▶ [Saved data entries]:
——
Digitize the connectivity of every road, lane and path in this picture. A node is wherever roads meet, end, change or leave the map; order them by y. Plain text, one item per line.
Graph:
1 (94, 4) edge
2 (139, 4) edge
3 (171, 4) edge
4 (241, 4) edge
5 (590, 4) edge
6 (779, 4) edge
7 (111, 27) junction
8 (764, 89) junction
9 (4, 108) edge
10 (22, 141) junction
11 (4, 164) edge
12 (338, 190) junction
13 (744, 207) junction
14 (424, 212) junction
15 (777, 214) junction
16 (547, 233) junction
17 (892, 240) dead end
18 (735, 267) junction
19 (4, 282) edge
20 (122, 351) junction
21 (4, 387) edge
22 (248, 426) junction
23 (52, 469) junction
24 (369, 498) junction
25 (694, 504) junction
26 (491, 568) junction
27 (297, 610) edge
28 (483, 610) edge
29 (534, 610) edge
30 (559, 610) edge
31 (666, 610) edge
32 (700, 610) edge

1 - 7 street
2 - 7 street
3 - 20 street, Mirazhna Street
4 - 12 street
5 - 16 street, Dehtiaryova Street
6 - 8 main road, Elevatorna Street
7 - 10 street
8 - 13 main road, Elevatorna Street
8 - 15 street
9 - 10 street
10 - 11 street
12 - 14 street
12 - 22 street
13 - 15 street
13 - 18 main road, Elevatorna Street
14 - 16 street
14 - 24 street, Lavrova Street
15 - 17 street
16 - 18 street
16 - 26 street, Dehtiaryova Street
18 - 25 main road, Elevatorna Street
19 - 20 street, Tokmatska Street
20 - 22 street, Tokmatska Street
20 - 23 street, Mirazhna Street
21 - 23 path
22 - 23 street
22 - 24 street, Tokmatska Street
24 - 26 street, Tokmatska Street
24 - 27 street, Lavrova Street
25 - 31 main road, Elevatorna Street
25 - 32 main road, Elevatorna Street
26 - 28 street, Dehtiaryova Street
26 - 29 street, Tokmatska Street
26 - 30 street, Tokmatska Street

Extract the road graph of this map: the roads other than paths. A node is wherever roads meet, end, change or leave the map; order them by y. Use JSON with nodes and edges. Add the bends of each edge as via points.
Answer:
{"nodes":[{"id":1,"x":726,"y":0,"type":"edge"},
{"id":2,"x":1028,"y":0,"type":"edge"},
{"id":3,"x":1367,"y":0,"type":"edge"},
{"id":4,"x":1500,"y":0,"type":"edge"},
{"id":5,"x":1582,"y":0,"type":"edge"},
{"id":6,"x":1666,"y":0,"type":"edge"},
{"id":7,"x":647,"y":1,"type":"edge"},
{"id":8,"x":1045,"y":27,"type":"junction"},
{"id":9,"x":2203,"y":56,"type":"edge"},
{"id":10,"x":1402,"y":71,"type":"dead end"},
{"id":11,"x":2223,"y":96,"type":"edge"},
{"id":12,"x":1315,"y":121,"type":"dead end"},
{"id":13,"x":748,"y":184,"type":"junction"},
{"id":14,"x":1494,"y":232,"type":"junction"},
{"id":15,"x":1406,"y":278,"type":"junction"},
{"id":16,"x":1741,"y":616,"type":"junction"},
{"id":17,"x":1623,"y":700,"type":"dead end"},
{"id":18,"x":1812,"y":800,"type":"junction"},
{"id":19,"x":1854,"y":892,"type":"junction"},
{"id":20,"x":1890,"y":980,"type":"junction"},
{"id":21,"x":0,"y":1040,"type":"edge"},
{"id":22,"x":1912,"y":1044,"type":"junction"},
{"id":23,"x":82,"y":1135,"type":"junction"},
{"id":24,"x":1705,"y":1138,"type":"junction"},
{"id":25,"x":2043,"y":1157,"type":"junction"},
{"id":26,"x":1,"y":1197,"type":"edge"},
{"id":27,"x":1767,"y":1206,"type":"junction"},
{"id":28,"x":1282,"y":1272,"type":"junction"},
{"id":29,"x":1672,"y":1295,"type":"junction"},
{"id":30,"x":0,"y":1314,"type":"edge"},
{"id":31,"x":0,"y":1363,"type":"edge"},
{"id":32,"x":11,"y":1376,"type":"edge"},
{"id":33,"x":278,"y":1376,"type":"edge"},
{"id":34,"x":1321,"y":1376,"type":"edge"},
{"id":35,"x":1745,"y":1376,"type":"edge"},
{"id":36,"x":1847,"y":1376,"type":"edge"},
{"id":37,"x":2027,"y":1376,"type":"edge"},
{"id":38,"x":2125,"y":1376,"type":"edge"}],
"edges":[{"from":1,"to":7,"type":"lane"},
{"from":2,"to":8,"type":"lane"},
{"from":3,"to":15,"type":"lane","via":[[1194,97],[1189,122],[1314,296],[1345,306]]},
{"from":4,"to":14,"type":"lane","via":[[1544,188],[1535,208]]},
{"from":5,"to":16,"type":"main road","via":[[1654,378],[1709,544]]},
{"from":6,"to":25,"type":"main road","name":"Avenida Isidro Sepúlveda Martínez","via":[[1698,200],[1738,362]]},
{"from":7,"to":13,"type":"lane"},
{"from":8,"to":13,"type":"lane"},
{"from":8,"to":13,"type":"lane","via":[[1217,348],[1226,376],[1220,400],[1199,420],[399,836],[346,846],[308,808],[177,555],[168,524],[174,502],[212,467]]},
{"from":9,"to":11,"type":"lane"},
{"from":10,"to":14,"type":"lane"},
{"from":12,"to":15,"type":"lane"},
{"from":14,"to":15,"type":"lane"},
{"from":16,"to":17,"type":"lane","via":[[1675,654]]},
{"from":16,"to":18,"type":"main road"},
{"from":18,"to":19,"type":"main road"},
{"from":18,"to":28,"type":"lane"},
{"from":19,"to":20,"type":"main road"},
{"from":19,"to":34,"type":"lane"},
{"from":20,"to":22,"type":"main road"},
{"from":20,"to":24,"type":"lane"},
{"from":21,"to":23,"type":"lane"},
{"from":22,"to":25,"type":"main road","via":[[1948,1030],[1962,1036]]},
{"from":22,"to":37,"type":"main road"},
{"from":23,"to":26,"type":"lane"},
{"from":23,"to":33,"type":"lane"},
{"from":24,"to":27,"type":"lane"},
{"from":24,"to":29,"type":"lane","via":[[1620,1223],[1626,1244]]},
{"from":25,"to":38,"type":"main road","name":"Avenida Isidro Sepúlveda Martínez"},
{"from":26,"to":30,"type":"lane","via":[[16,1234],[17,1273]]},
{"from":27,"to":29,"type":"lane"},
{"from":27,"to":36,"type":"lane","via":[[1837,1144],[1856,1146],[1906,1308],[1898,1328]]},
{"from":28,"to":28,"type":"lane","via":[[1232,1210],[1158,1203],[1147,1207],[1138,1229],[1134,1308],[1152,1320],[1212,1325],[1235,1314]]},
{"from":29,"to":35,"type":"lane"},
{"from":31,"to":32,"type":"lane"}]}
——
▶ [Directions for this task]:
Look over the records above, and wherever a line contains the string "order", copy that line.

▶ [Output of the task]:
Digitize the connectivity of every road, lane and path in this picture. A node is wherever roads meet, end, change or leave the map; order them by y. Plain text, one item per line.
Extract the road graph of this map: the roads other than paths. A node is wherever roads meet, end, change or leave the map; order them by y. Use JSON with nodes and edges. Add the bends of each edge as via points.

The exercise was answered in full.